Ambas precauciones son esenciales para reducir el riesgo de lesiones. Los calentamientos previos permiten a tu cuerpo aumentar la temperatura y prepararse para el ejercicio, mientras que los estiramientos posteriores son clave para aliviar la tensión en músculos y tendones que la actividad física pueda producirte.

5. Respeta los días de descanso.

El reposo es una de las claves del conocido como entrenamiento invisible, esencial para aumentar el rendimiento físico del runner y prevenir las lesiones. Además de no correr los días de la semana establecidos en tu plan de entrenamiento, debes dormir entre siete y nueve horas diarias.

6. Sigue una dieta rica en hidratos de carbono.
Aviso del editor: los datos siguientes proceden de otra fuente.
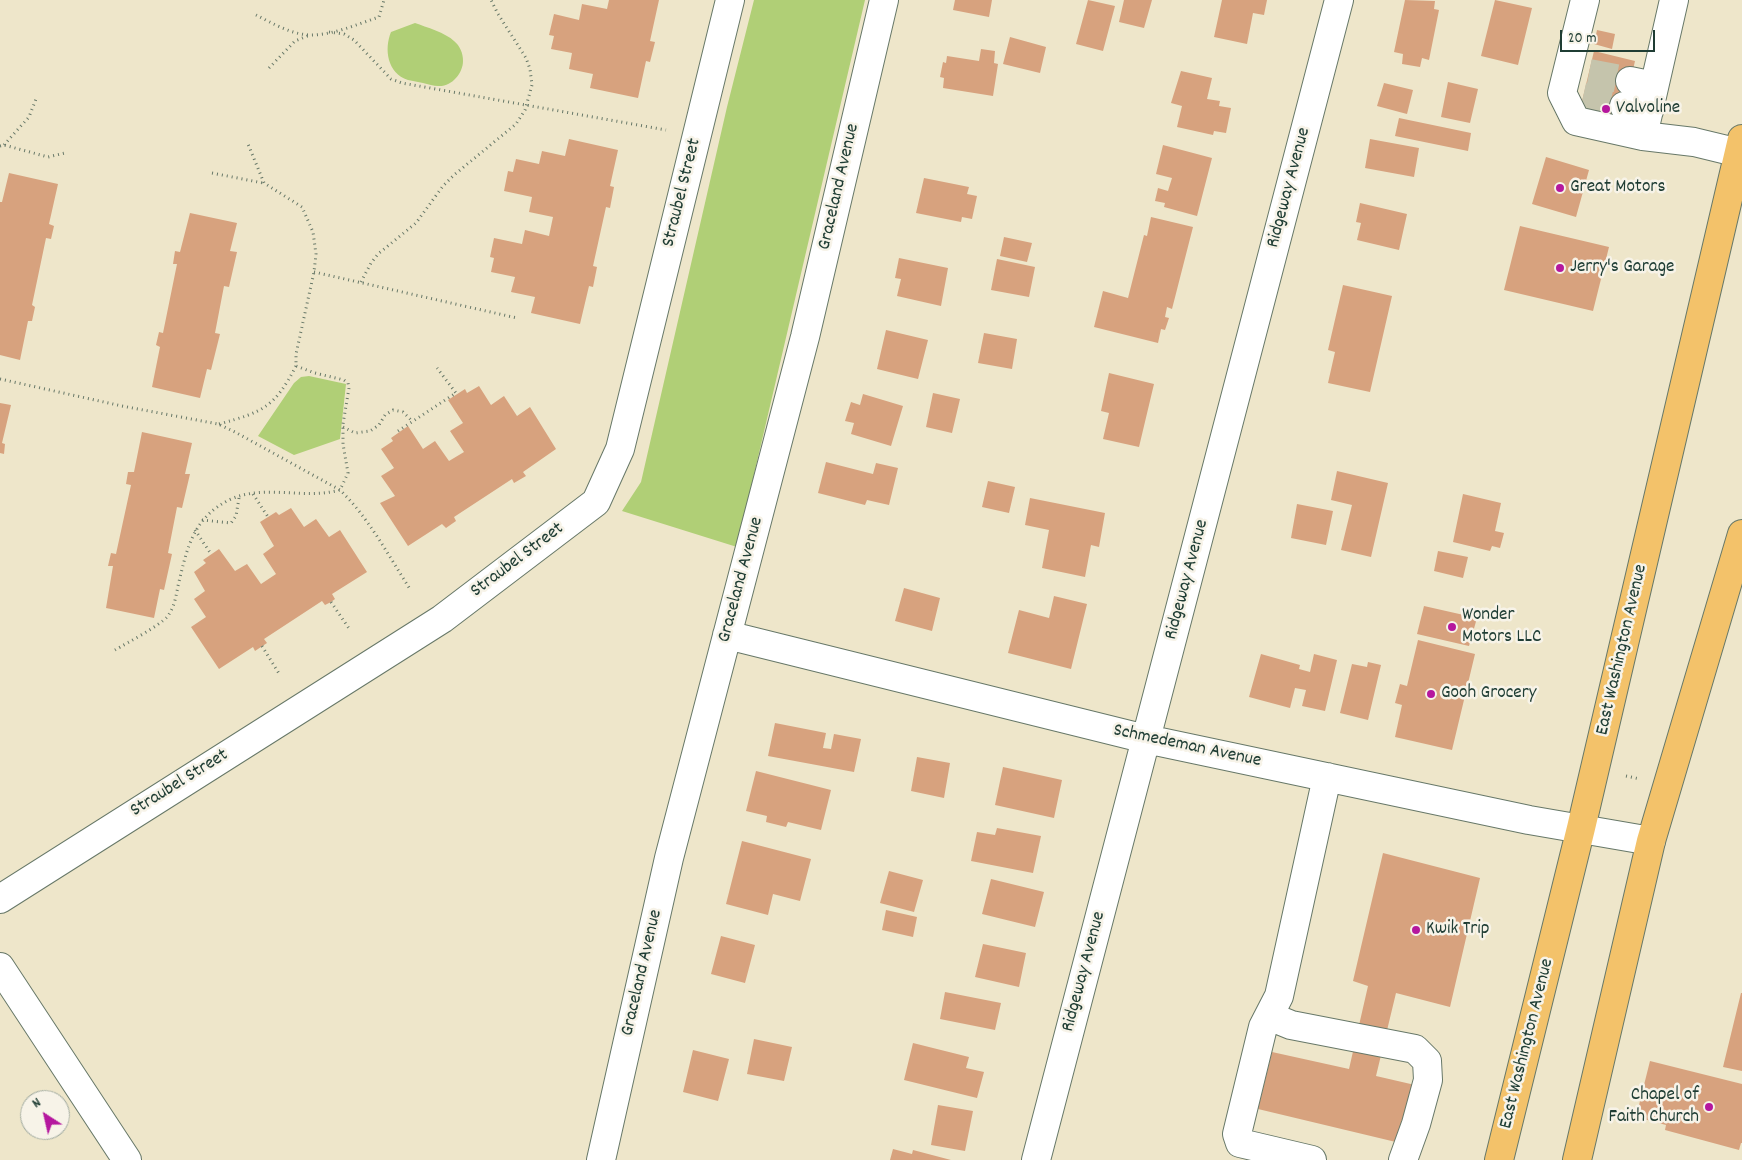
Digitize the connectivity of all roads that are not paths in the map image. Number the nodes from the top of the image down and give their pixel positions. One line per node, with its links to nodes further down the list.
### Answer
1 (730, 0): 14 (street, Straubel Street)
2 (884, 0): 9 (street, Graceland Avenue)
3 (1339, 0): 10 (street, Ridgeway Avenue)
4 (1585, 0): 6 (street)
5 (1674, 0): 6 (street)
6 (1640, 104): 7 (street)
7 (1740, 146): 12 (main road, East Washington Avenue)
8 (1742, 534): 13 (main road)
9 (727, 635): 10 (street, Schmedeman Avenue); 19 (street, Graceland Avenue)
10 (1146, 739): 11 (street, Schmedeman Avenue); 20 (street, Ridgeway Avenue)
11 (1327, 777): 12 (street, Schmedeman Avenue); 16 (street)
12 (1582, 828): 13 (street, Schmedeman Avenue); 23 (main road, East Washington Avenue)
13 (1651, 841): 24 (main road)
14 (0, 899)
15 (0, 967): 18 (street)
16 (1269, 1016): 17 (street); 22 (street)
17 (1238, 1151): 21 (street)
18 (127, 1160)
19 (601, 1160)
20 (1036, 1160)
21 (1312, 1160)
22 (1403, 1160)
23 (1499, 1160)
24 (1577, 1160)

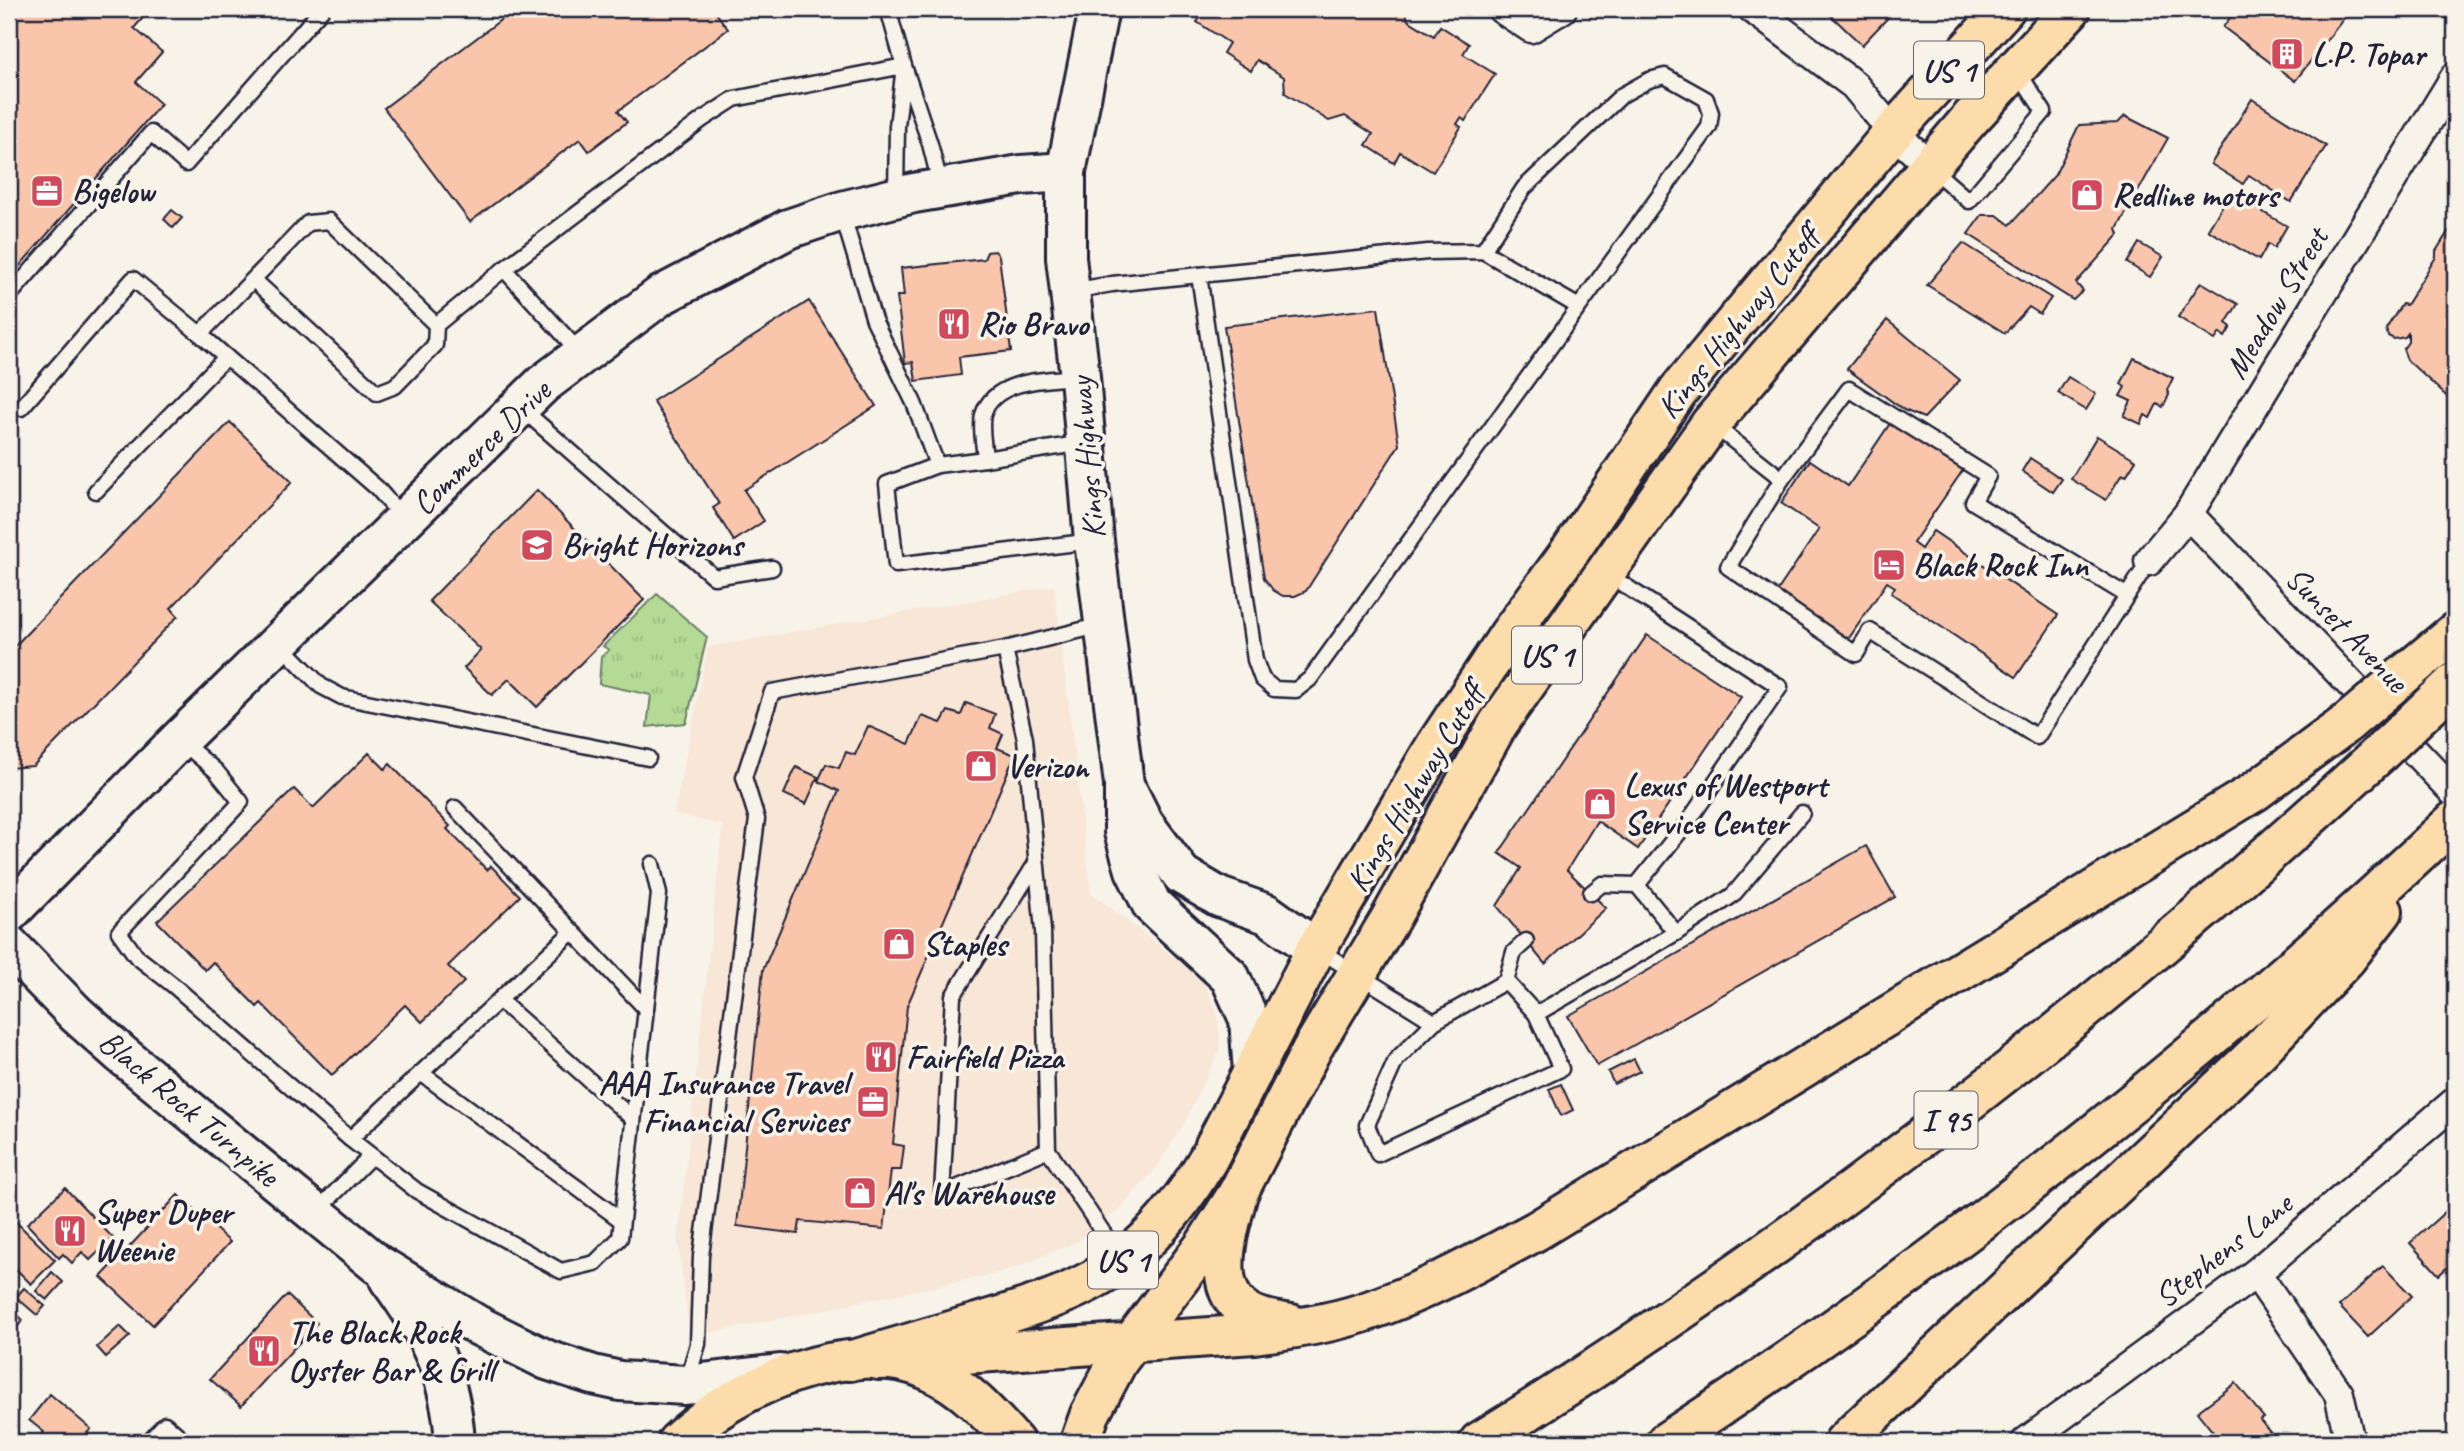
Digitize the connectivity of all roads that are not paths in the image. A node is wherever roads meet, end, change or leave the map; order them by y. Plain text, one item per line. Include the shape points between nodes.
1 (322, 9) edge
2 (888, 9) edge
3 (1099, 9) edge
4 (1502, 9) edge
5 (1562, 9) edge
6 (1753, 9) edge
7 (2005, 9) edge
8 (2071, 9) edge
9 (904, 66) junction
10 (2016, 69) junction
11 (2455, 77) edge
12 (1893, 132) junction
13 (1930, 166) junction
14 (1066, 172) junction
15 (941, 189) junction
16 (896, 197) junction
17 (842, 211) junction
18 (1483, 251) junction
19 (504, 269) junction
20 (1199, 275) junction
21 (254, 279) junction
22 (1070, 291) junction
23 (9, 296) edge
24 (1579, 307) junction
25 (436, 325) junction
26 (200, 334) junction
27 (582, 355) junction
28 (226, 357) junction
29 (1080, 377) junction
30 (519, 407) junction
31 (21, 408) dead end
32 (1711, 423) junction
33 (1086, 443) junction
34 (985, 458) junction
35 (937, 465) junction
36 (1782, 479) junction
37 (96, 491) dead end
38 (2188, 514) junction
39 (405, 520) junction
40 (1094, 541) junction
41 (1571, 550) junction
42 (2149, 561) joint
43 (772, 568) dead end
44 (1605, 573) junction
45 (2126, 595) junction
46 (1104, 624) junction
47 (2455, 632) edge
48 (279, 643) junction
49 (1005, 649) junction
50 (2445, 691) edge
51 (180, 740) junction
52 (648, 758) dead end
53 (1124, 784) junction
54 (455, 808) dead end
55 (1802, 813) dead end
56 (2453, 813) edge
57 (1036, 863) junction
58 (652, 864) dead end
59 (1637, 885) junction
60 (1591, 893) dead end
61 (9, 913) edge
62 (572, 932) junction
63 (1676, 933) junction
64 (1526, 941) dead end
65 (9, 945) edge
66 (1316, 949) junction
67 (1357, 974) junction
68 (1506, 981) junction
69 (499, 1000) junction
70 (646, 1009) junction
71 (1536, 1014) junction
72 (1434, 1022) junction
73 (1253, 1072) junction
74 (421, 1073) junction
75 (2455, 1102) edge
76 (633, 1119) junction
77 (350, 1139) junction
78 (1048, 1150) junction
79 (372, 1156) junction
80 (1238, 1193) junction
81 (316, 1213) junction
82 (621, 1220) junction
83 (1122, 1261) junction
84 (377, 1264) junction
85 (2256, 1273) junction
86 (1311, 1326) junction
87 (1130, 1343) junction
88 (864, 1360) junction
89 (796, 1372) junction
90 (685, 1385) junction
91 (148, 1442) edge
92 (186, 1442) edge
93 (455, 1442) edge
94 (677, 1442) edge
95 (1014, 1442) edge
96 (1080, 1442) edge
97 (1479, 1442) edge
98 (1666, 1442) edge
99 (1844, 1442) edge
100 (2026, 1442) edge
101 (2350, 1442) edge

1 - 23 lane via 186,164 151,133
2 - 9 lane
3 - 14 main road, Kings Highway
4 - 5 street via 1531,28
6 - 12 street via 1854,85
7 - 12 main road, Kings Highway Cutoff / US 1
8 - 10 main road, Kings Highway Cutoff / US 1
9 - 15 lane
9 - 16 lane
9 - 19 lane via 734,99
10 - 13 main road, Kings Highway Cutoff / US 1
10 - 13 lane via 2045,112 1969,201
11 - 38 street, Meadow Street
12 - 13 street
12 - 41 main road, Kings Highway Cutoff / US 1 via 1678,391
13 - 32 main road, Kings Highway Cutoff / US 1
14 - 15 main road, Commerce Drive
14 - 22 main road, Kings Highway
15 - 16 main road, Commerce Drive
16 - 17 main road, Commerce Drive
17 - 27 main road, Commerce Drive via 788,229 660,296
17 - 35 lane via 874,320 914,403
18 - 20 lane via 1428,252
18 - 24 lane
18 - 24 lane via 1524,188 1622,96 1665,76 1706,99 1710,127
19 - 25 lane
19 - 27 lane
20 - 22 lane
20 - 24 lane via 1255,660 1262,679 1274,689 1296,690 1310,679
21 - 25 lane via 308,223 329,221
21 - 25 lane via 377,393 395,386 435,345
21 - 26 lane
22 - 29 main road, Kings Highway
26 - 28 lane
26 - 31 lane via 133,278
27 - 30 main road, Commerce Drive
28 - 37 lane
28 - 39 lane via 377,488
29 - 33 main road, Kings Highway
29 - 34 lane via 1013,386 998,394 982,418
30 - 39 main road, Commerce Drive
30 - 43 lane via 714,577
32 - 36 lane
32 - 44 main road, Kings Highway Cutoff / US 1
33 - 34 lane
33 - 40 main road, Kings Highway
34 - 35 lane
35 - 40 lane via 887,484 896,565
36 - 45 lane via 1849,389 1988,476 1973,502
36 - 45 lane via 1728,566 1856,654 1870,631 2037,737
38 - 42 street, Meadow Street
38 - 56 street, Sunset Avenue
39 - 48 main road, Commerce Drive
40 - 46 main road, Kings Highway
41 - 44 main road
41 - 66 main road, Kings Highway Cutoff / US 1 via 1436,745
42 - 45 lane
44 - 59 lane via 1780,687 1690,819
44 - 67 main road, Kings Highway Cutoff / US 1 via 1498,724
46 - 49 lane
46 - 53 main road, Kings Highway
47 - 86 main road, bridge via 2347,723 2243,799 1535,1231 1405,1297
48 - 51 main road, Commerce Drive
48 - 52 lane via 321,686 342,697
49 - 57 lane via 1025,739
49 - 90 lane via 772,692 744,777 757,819 701,1256 698,1344
50 - 97 main road, I 95, bridge via 2191,922 1927,1135 1724,1282
51 - 61 main road, Commerce Drive
51 - 77 lane via 216,771 241,802 119,932 136,956
53 - 66 main road, Kings Highway via 1144,824 1182,875 1219,897 1267,914
53 - 73 main road, Kings Highway via 1124,832 1135,870 1152,905 1230,976 1249,1019
54 - 62 lane
55 - 63 lane via 1733,895
56 - 98 main road via 2348,919 2073,1149 1881,1293
56 - 99 main road via 2346,959 2259,1051
57 - 78 lane via 1043,931
57 - 78 lane via 953,996 942,1194
58 - 70 lane via 659,894
59 - 60 lane via 1602,884
59 - 63 lane
62 - 69 lane
62 - 70 lane
63 - 71 lane
64 - 68 lane via 1514,952
65 - 81 main road, Black Rock Turnpike via 121,1054
66 - 67 lane
66 - 73 main road, Kings Highway Cutoff / US 1
67 - 72 lane
67 - 80 main road, Kings Highway Cutoff / US 1 via 1312,1049
68 - 71 lane
68 - 72 lane
69 - 74 lane
69 - 76 lane
70 - 76 lane
71 - 72 lane via 1561,1069 1378,1154 1367,1125 1396,1060
73 - 83 main road, Kings Highway Cutoff / US 1 via 1189,1191
74 - 77 lane
74 - 82 lane
75 - 85 street, Stephens Lane
76 - 82 lane
77 - 79 lane
78 - 83 lane
79 - 81 lane
79 - 82 lane via 417,1191 561,1271 595,1263 620,1238
80 - 86 main road via 1224,1257 1231,1293 1252,1315
80 - 87 main road, Kings Highway Cutoff / US 1
81 - 84 main road, Black Rock Turnpike
83 - 88 main road, Kings Highway Cutoff / US 1 via 1022,1310
84 - 90 main road, Black Rock Turnpike via 477,1325 547,1360 620,1381
84 - 93 main road, Black Rock Turnpike via 431,1343 450,1397
85 - 100 street, Stephens Lane
85 - 101 street via 2339,1394
86 - 87 main road
87 - 88 main road
87 - 96 main road, Kings Highway Cutoff / US 1 via 1102,1388
88 - 89 main road, US 1
88 - 95 main road, US 1 via 904,1362 953,1383 977,1401
89 - 90 main road, Black Rock Turnpike
89 - 94 main road, US 1 via 739,1395
91 - 92 lane via 165,1424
Como todos, los runners deben alimentarse de manera equilibrada y consumir todos los tipos de alimentos, pero con predominio de aquellos que contengan hidratos de carbono, presentes en la pasta, el pan, las harinas y los cereales. De esta manera, lograrás mantener los depósitos de glucógeno de tu organismo lo más llenos posibles.

7. Hidrata tu cuerpo.

Sobre todo, antes, durante y después del ejercicio, cuando perdemos una gran cantidad de agua y electrolitos a través del sudor. Si no ingieres los líquidos necesarios para reponer las pérdidas producidas, tu rendimiento físico se reduce y aumenta el riesgo de lesiones.

8. Mima tus pies.

Es una de las partes del cuerpo que más sufre cuando corres. Lávalos y sécalos adecuadamente todos los días, hidrátalos al menos dos veces a la semana y córtate correctamente las uñas. Tampoco dejes de acudir al podólogo para tratar los callos y durezas o cualquier posible problema.

9. Elige las zapatillas más adecuadas para ti.

No te rindas ante las modas; tu calzado de deporte y el resto del equipamiento que uses al correr debe estar adaptado a tus necesidades y objetivos como corredor. En el caso de las zapatillas, es especialmente importante que su amortiguación sea la adecuada para tu peso y que su ergonomía esté adaptada a tu manera de pisar.

El entrenamiento debe adaptarse al objetivo de cada corredor, realizarse de manera constante y periódica e incrementar su intensidad de manera gradual.